### PROBLEM
Which of the lines below hold "TAILS"? Please return each one.

#### ENTRIES SUPPLIED

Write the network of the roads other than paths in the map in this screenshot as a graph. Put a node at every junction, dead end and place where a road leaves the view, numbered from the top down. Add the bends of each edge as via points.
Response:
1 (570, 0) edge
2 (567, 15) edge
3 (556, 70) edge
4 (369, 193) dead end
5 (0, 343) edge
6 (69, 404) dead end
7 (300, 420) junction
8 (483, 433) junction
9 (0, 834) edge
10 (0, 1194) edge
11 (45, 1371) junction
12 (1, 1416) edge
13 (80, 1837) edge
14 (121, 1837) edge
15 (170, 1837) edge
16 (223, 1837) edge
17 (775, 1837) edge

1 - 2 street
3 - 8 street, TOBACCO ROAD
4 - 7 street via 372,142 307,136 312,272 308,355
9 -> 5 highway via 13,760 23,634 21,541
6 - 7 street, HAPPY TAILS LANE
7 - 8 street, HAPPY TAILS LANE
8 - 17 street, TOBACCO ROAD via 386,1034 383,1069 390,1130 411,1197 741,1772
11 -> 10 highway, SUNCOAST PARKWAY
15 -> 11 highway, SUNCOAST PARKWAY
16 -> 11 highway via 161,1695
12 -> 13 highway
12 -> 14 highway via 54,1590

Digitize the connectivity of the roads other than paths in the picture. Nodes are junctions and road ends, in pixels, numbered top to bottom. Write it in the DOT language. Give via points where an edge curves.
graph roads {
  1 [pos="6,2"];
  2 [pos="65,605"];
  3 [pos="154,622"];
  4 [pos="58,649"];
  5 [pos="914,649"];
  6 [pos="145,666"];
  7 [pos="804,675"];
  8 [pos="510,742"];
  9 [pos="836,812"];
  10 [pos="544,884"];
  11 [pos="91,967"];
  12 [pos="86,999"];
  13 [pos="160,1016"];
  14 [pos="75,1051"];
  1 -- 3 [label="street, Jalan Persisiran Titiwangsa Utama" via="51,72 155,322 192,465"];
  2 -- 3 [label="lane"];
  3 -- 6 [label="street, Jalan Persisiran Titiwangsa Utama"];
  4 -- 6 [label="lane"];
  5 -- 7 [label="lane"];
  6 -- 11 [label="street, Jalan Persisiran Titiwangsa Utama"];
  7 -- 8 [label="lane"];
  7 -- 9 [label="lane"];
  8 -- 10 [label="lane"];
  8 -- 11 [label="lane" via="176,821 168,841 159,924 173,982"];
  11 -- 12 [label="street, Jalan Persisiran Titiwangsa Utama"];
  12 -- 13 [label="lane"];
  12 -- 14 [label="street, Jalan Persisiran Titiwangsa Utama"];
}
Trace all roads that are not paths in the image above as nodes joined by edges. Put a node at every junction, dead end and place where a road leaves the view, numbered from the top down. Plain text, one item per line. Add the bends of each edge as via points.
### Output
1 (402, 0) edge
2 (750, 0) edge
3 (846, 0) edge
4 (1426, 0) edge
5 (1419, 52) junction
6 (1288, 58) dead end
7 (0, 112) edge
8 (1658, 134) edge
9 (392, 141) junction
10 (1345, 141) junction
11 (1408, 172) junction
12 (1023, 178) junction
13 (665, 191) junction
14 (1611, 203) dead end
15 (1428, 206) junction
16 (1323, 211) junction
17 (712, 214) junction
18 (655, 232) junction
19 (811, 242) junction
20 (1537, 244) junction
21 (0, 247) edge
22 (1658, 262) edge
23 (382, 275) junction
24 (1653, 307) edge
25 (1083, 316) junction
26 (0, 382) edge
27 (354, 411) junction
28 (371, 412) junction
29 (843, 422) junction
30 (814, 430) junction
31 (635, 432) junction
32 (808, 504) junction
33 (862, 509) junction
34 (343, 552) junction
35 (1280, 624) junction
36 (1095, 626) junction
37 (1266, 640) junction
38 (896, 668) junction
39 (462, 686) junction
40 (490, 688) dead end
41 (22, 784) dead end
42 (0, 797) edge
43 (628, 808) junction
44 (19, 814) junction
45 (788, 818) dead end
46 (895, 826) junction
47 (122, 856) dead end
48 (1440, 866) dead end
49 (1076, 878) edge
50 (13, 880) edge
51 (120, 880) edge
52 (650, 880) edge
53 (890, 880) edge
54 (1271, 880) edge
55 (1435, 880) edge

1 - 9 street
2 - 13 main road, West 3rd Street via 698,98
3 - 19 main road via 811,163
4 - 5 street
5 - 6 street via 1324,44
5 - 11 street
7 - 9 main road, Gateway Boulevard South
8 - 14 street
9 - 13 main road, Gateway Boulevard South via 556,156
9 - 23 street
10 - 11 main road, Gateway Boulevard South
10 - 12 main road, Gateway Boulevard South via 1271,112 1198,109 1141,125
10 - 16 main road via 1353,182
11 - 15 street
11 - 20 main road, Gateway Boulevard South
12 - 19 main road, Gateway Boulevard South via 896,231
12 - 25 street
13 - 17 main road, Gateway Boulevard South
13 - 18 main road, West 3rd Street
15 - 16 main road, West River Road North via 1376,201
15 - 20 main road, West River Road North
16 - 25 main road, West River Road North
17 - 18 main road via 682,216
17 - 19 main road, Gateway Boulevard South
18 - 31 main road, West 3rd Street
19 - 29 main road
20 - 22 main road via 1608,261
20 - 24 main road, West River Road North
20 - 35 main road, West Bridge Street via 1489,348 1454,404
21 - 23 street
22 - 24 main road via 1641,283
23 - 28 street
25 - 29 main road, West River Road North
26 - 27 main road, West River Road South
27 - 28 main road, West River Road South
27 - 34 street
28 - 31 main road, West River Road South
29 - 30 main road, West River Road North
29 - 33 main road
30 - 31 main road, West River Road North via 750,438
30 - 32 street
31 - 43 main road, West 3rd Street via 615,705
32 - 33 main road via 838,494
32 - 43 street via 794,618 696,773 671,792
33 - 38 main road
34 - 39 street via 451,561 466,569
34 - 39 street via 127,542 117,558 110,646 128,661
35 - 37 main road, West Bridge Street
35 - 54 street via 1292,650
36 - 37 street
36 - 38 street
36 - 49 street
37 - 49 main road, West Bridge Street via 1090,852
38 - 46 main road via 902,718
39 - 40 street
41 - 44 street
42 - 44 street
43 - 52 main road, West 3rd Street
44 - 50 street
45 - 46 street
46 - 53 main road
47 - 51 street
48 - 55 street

########

### ANSWER TO THIS PROBLEM
6 - 7 street, HAPPY TAILS LANE
7 - 8 street, HAPPY TAILS LANE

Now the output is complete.